* EXERCISE DETAILS: An exact copy of the entries, with every picture omitted, is what is needed here.

[Opening TASK MATERIAL section]

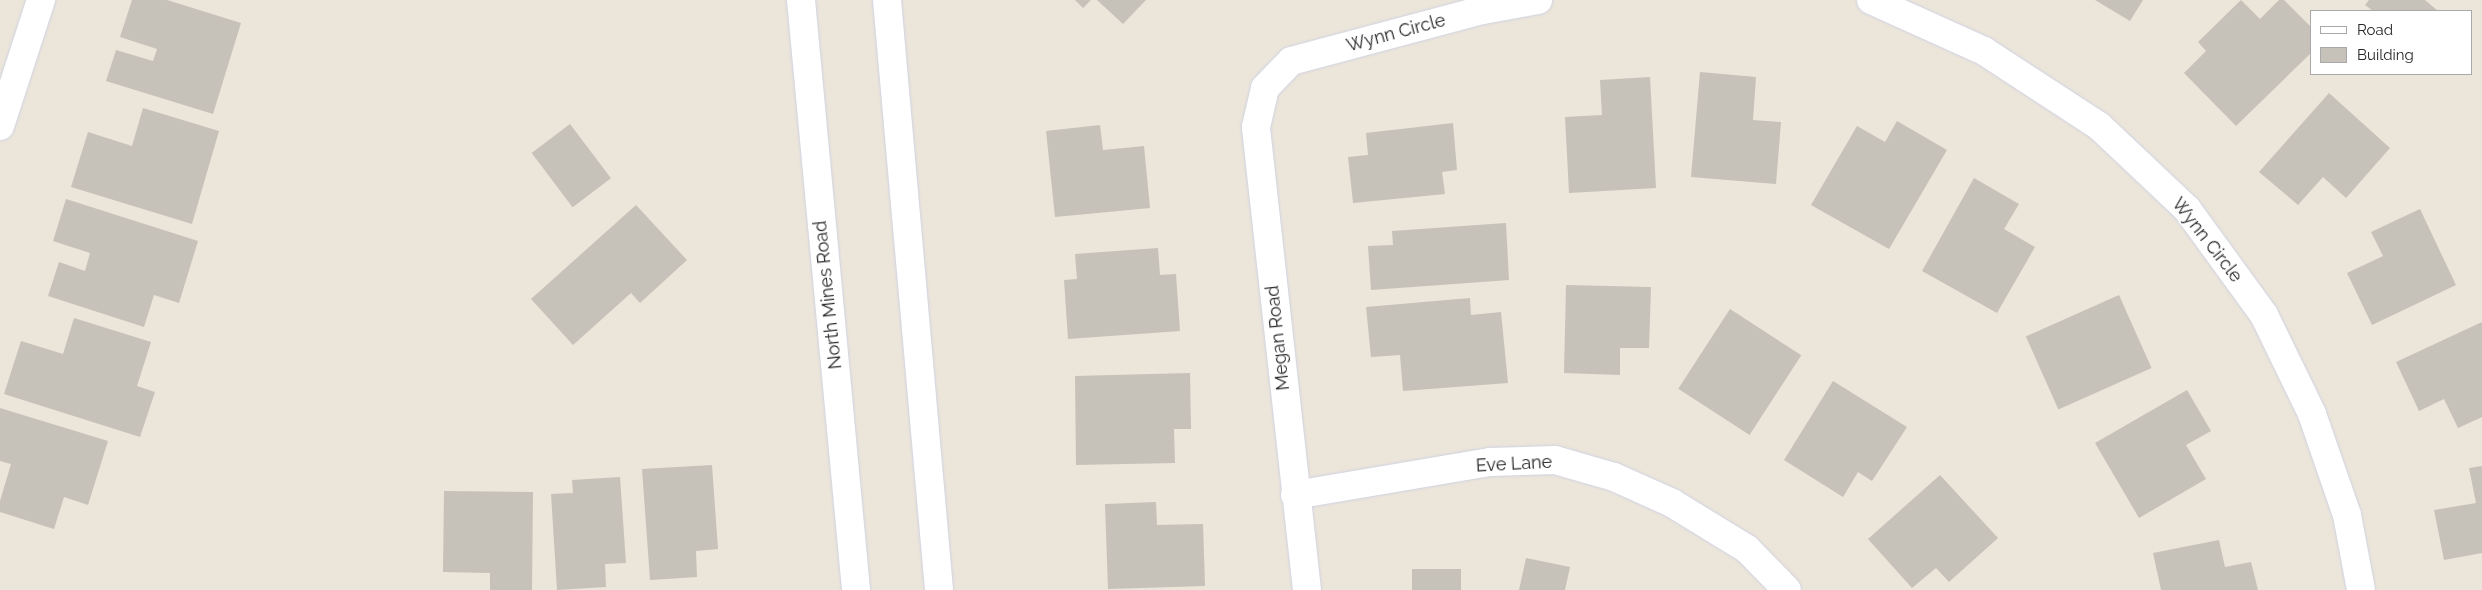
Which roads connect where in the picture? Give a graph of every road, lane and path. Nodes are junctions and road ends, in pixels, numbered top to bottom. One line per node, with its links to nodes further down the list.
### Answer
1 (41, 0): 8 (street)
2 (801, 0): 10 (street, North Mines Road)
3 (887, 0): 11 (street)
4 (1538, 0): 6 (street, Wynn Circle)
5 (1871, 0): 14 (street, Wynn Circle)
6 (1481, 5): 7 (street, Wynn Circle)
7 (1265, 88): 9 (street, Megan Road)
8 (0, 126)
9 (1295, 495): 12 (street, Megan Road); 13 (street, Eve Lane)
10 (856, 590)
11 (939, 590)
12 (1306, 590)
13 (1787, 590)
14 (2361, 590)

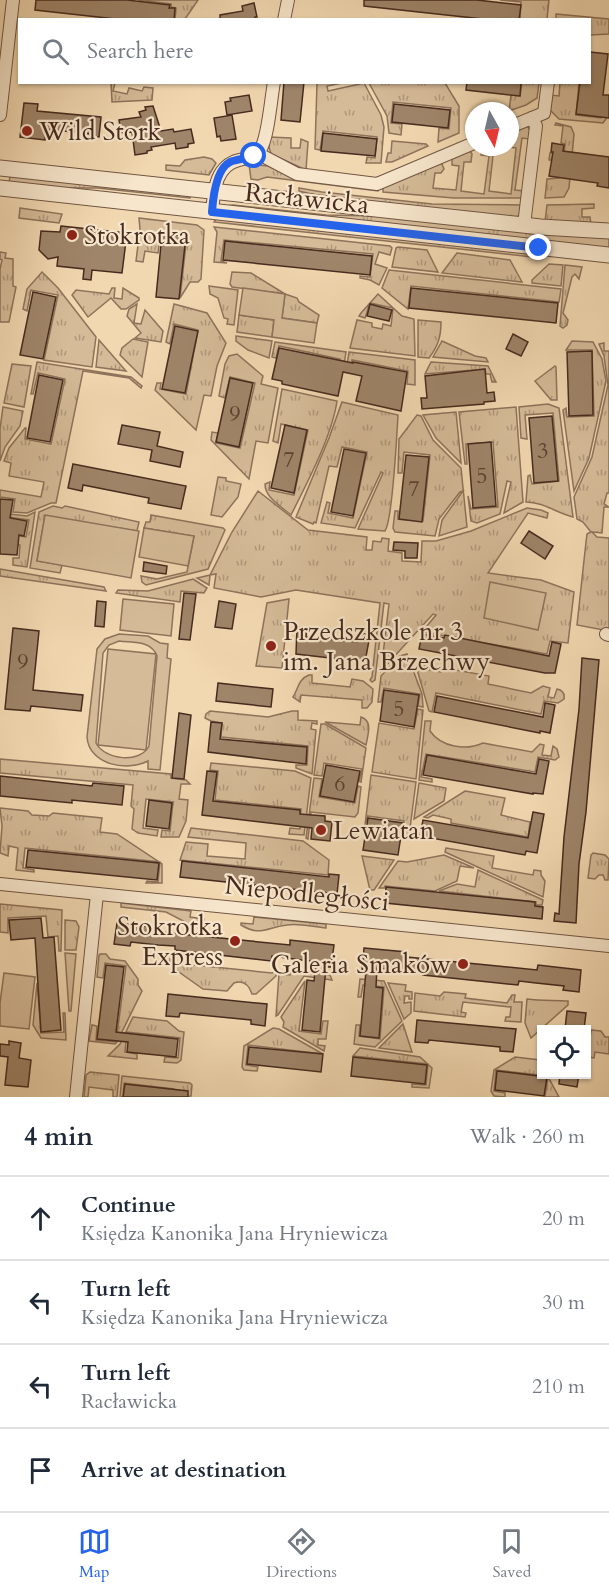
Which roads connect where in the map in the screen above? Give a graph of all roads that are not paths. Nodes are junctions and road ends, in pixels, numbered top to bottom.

[Closing TASK MATERIAL section]

* SOLVED EXERCISE:
Which roads connect where in the picture? Give a graph of every road, lane and path. Nodes are junctions and road ends, in pixels, numbered top to bottom. One line per node, with its links to nodes further down the list.
### Answer
1 (41, 0): 8 (street)
2 (801, 0): 10 (street, North Mines Road)
3 (887, 0): 11 (street)
4 (1538, 0): 6 (street, Wynn Circle)
5 (1871, 0): 14 (street, Wynn Circle)
6 (1481, 5): 7 (street, Wynn Circle)
7 (1265, 88): 9 (street, Megan Road)
8 (0, 126)
9 (1295, 495): 12 (street, Megan Road); 13 (street, Eve Lane)
10 (856, 590)
11 (939, 590)
12 (1306, 590)
13 (1787, 590)
14 (2361, 590)

Which roads connect where in the map in the screen above? Give a graph of all roads that are not paths. Nodes are junctions and road ends, in pixels, numbered top to bottom.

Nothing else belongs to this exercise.